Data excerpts

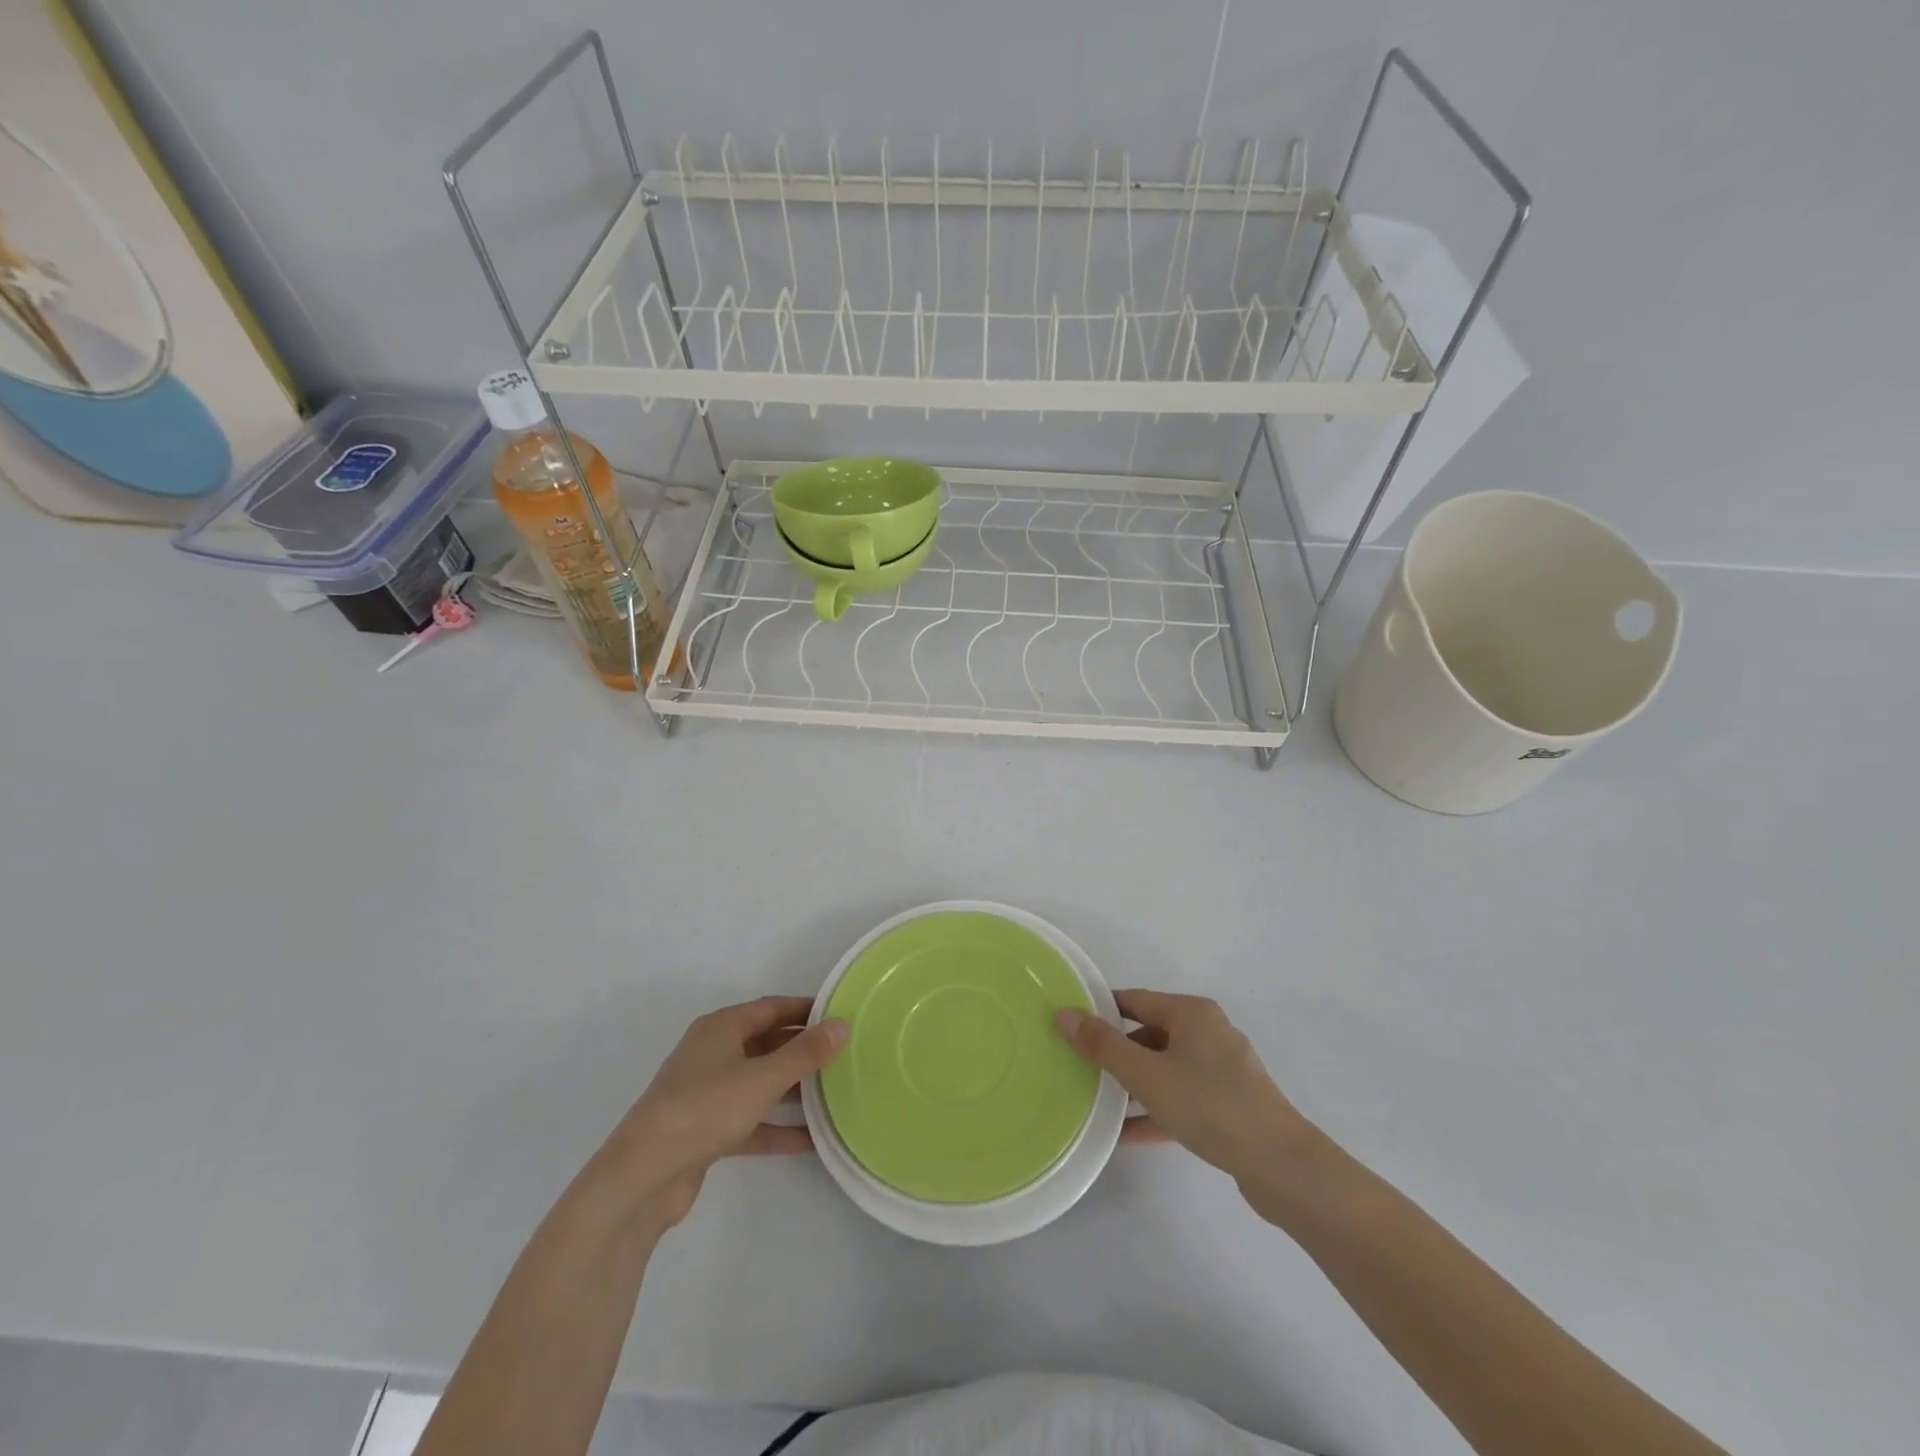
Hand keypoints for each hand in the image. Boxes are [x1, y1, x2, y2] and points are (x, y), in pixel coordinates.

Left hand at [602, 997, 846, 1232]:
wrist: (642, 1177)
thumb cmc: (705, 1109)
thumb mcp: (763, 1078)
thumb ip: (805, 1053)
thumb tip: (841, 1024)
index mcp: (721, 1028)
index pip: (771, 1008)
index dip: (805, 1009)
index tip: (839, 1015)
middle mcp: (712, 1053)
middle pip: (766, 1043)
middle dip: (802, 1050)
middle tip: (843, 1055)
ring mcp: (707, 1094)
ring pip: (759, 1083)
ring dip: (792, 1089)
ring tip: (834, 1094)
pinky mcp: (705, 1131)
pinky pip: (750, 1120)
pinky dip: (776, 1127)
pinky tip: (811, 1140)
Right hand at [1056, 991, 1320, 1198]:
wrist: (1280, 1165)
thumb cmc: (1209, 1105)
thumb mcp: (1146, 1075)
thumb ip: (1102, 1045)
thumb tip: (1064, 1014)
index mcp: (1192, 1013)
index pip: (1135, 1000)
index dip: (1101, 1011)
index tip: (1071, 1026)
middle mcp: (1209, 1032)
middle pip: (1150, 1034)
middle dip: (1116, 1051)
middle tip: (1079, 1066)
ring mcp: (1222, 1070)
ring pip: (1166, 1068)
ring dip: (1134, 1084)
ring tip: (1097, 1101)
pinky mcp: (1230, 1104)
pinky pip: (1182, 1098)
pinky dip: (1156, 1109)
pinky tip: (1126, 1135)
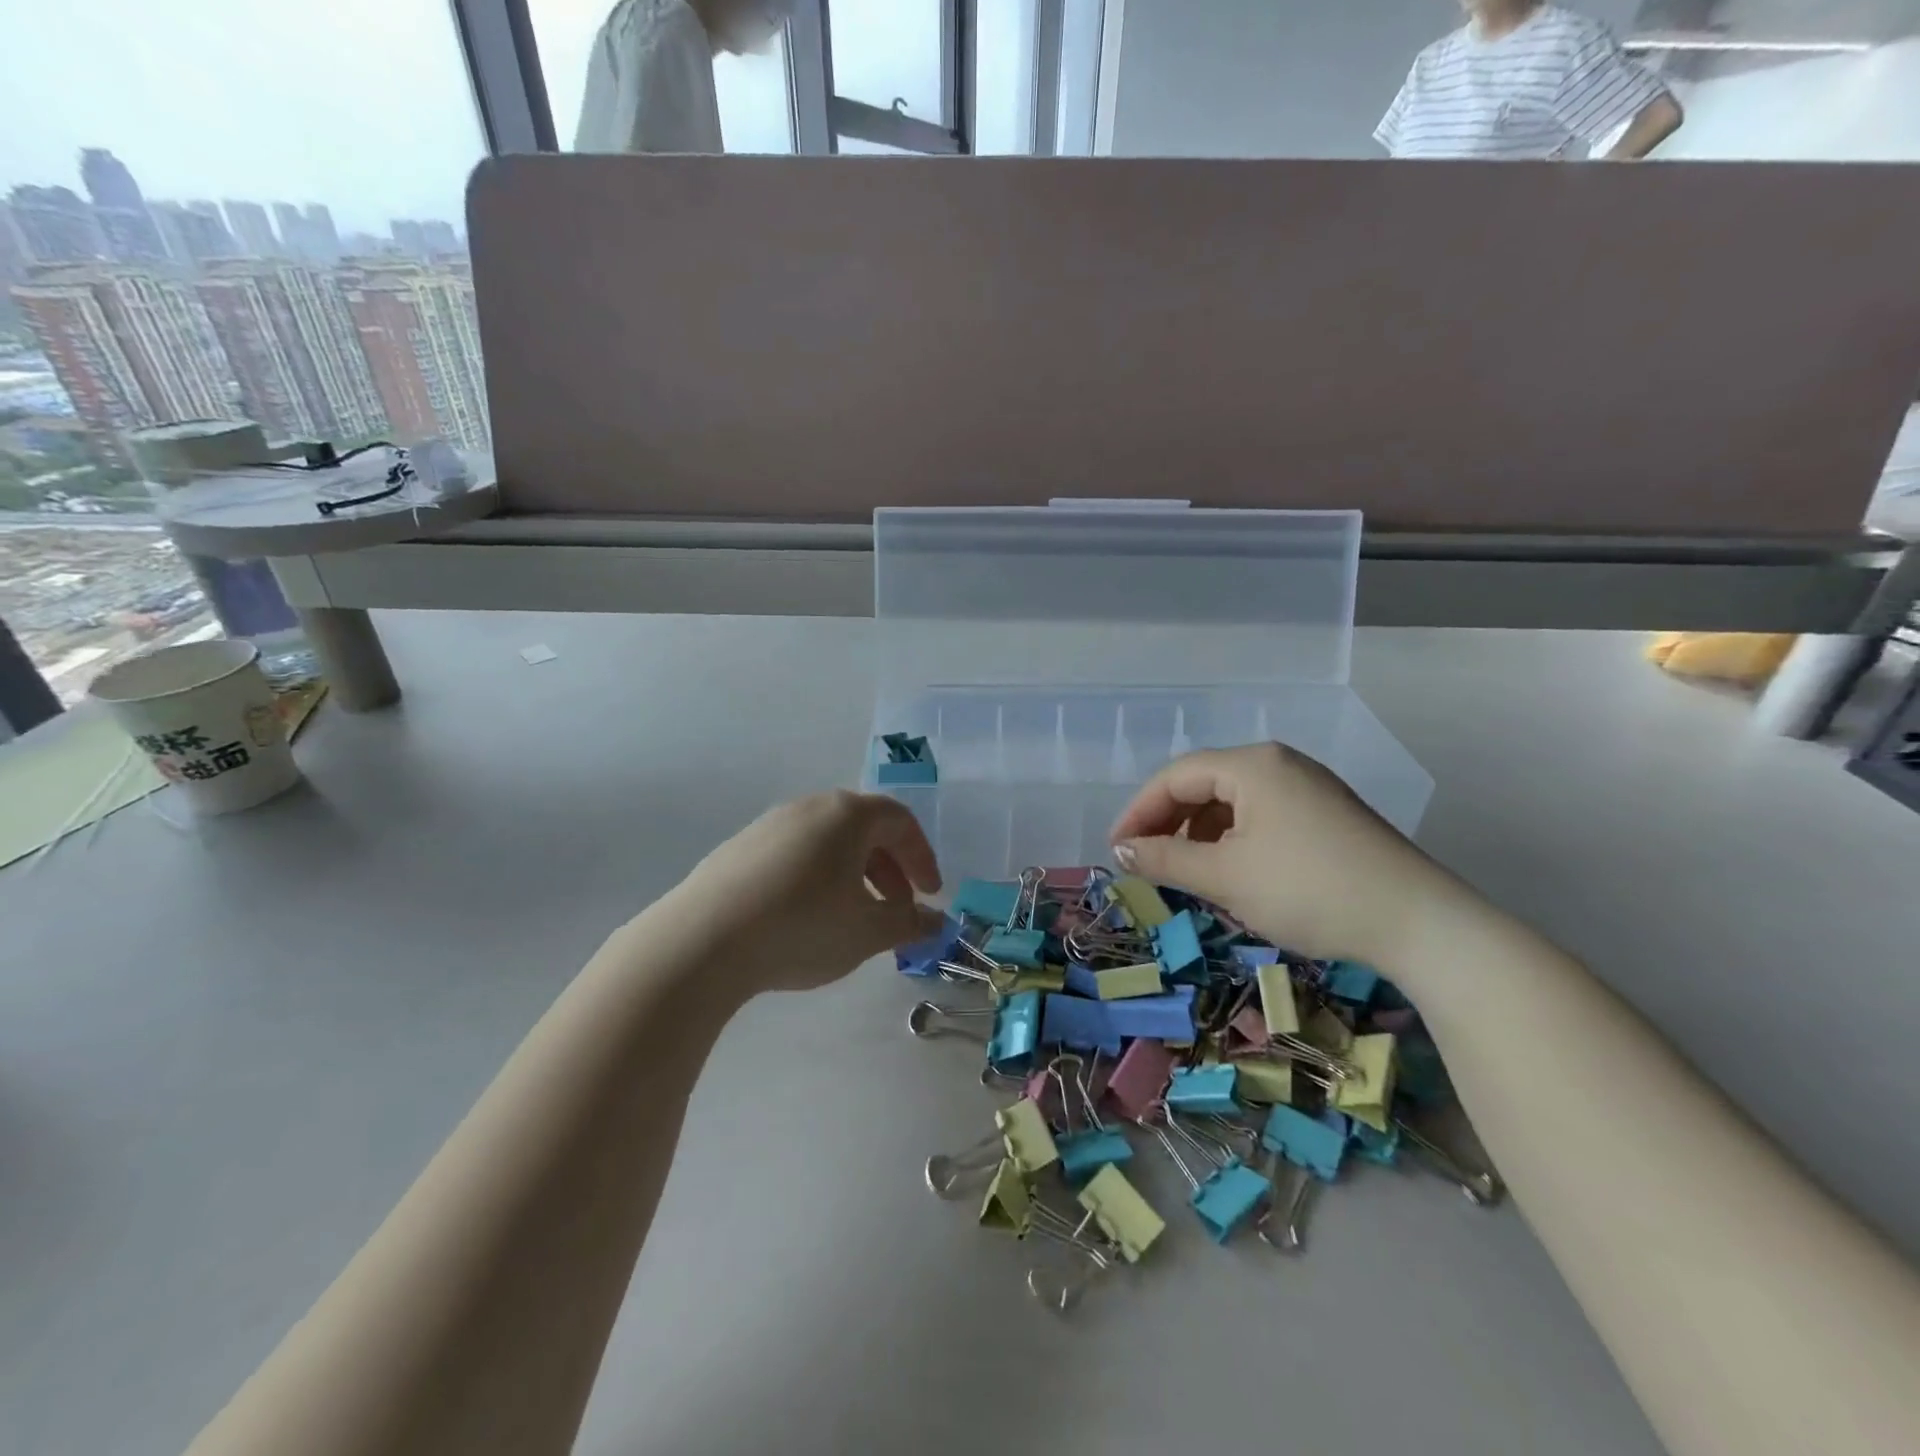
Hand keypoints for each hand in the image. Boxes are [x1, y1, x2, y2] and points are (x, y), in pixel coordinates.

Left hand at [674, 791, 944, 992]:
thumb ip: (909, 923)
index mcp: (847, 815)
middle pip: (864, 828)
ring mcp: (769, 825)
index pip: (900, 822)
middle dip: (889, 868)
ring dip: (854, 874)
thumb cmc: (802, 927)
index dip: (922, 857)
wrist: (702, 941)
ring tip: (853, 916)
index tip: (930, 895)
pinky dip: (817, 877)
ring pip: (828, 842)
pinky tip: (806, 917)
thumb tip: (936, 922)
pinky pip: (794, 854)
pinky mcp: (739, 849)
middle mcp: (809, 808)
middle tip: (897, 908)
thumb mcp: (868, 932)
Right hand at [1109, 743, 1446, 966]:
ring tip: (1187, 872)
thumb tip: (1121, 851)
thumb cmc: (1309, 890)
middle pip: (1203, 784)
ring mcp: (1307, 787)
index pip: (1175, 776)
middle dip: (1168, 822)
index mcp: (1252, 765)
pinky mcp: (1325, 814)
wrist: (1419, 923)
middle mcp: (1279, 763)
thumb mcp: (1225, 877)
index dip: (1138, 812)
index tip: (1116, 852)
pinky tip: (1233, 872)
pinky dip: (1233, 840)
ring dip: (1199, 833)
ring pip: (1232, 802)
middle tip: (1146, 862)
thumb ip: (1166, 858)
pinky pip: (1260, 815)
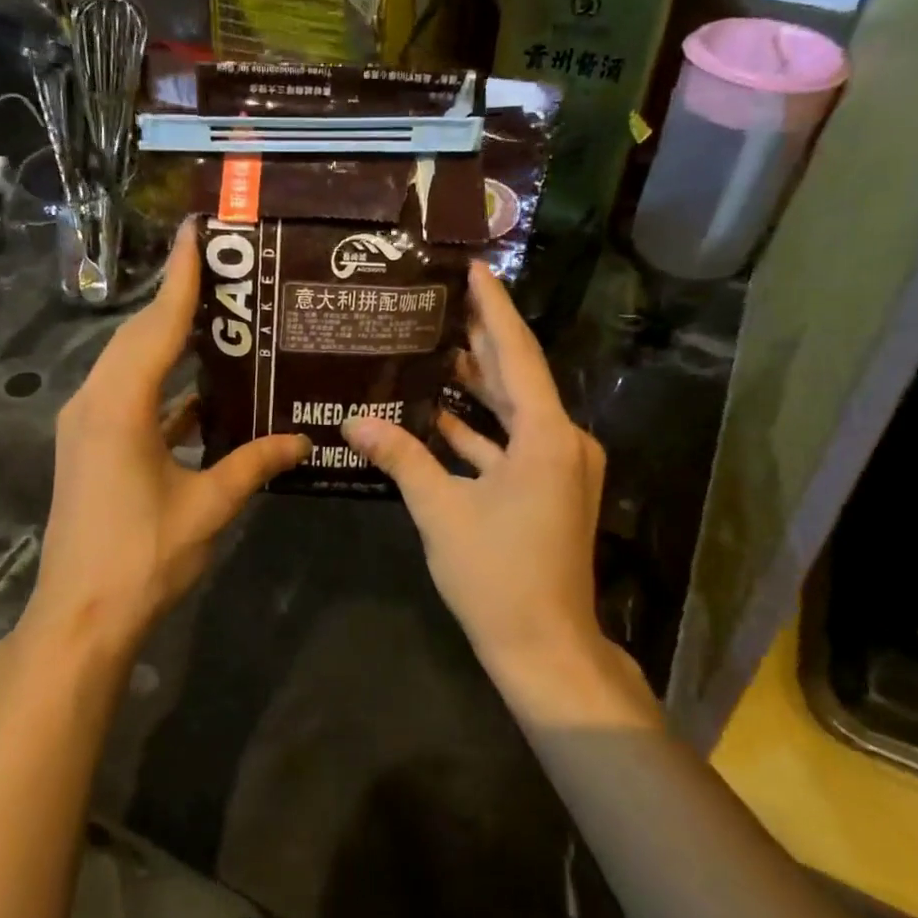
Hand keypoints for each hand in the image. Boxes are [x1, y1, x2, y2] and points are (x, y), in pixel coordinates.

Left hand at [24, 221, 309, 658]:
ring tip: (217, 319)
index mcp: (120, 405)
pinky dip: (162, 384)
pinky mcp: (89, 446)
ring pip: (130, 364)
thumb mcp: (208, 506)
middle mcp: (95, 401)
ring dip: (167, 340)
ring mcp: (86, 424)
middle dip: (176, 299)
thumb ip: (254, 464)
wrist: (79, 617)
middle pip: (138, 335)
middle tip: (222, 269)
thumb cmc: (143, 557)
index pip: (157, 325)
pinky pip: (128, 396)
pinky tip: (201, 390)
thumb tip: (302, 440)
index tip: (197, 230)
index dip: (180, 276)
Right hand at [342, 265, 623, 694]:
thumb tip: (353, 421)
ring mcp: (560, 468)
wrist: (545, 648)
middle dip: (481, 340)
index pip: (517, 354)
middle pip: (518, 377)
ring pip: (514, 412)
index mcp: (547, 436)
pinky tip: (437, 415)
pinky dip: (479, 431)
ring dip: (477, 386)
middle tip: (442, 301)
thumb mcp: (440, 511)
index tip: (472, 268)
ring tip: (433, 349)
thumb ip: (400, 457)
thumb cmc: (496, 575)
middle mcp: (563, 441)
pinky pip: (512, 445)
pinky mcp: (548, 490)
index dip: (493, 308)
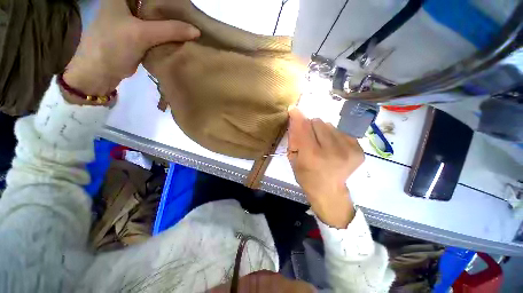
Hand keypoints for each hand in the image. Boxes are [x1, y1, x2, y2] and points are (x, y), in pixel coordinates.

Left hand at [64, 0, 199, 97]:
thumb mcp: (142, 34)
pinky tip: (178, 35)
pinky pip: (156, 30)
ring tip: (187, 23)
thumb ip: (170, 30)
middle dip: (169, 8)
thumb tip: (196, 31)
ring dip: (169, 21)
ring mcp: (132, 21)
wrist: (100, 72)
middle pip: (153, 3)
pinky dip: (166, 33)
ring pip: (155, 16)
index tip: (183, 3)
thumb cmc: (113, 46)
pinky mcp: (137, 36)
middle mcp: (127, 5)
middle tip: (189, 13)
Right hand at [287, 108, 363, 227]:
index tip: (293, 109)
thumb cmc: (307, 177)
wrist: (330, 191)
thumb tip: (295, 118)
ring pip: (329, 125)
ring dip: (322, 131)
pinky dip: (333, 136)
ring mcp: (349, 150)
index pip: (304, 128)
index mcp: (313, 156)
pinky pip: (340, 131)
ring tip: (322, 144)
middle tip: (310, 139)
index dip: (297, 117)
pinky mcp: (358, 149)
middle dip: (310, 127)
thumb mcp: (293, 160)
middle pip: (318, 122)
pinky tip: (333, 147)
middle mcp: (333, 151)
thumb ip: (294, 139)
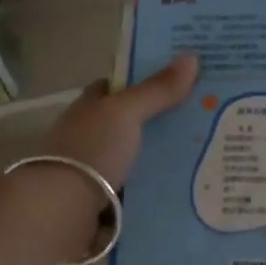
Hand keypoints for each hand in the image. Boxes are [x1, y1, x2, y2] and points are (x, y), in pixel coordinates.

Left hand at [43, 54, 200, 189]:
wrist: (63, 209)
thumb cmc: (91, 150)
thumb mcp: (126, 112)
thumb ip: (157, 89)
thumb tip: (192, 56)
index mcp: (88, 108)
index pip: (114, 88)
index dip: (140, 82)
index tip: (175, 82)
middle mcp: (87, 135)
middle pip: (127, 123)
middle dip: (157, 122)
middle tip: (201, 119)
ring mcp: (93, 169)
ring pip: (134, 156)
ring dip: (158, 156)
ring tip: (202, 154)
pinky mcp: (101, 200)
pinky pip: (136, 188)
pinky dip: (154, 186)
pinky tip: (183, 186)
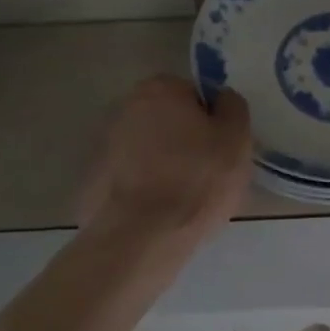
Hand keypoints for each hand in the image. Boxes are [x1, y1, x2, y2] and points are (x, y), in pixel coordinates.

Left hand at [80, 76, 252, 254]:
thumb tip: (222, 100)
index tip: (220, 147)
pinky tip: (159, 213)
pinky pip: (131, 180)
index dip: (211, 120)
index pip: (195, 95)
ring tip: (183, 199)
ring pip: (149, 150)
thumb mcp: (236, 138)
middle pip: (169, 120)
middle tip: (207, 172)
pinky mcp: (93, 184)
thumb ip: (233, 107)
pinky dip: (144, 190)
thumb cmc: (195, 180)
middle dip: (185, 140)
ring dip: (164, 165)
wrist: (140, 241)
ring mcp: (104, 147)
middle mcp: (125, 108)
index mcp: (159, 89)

* _WHAT IS EXPECTED_
Determine the number of lines in the entries that contain "Left", then write that number alone.

* _YOUR SOLUTION_
6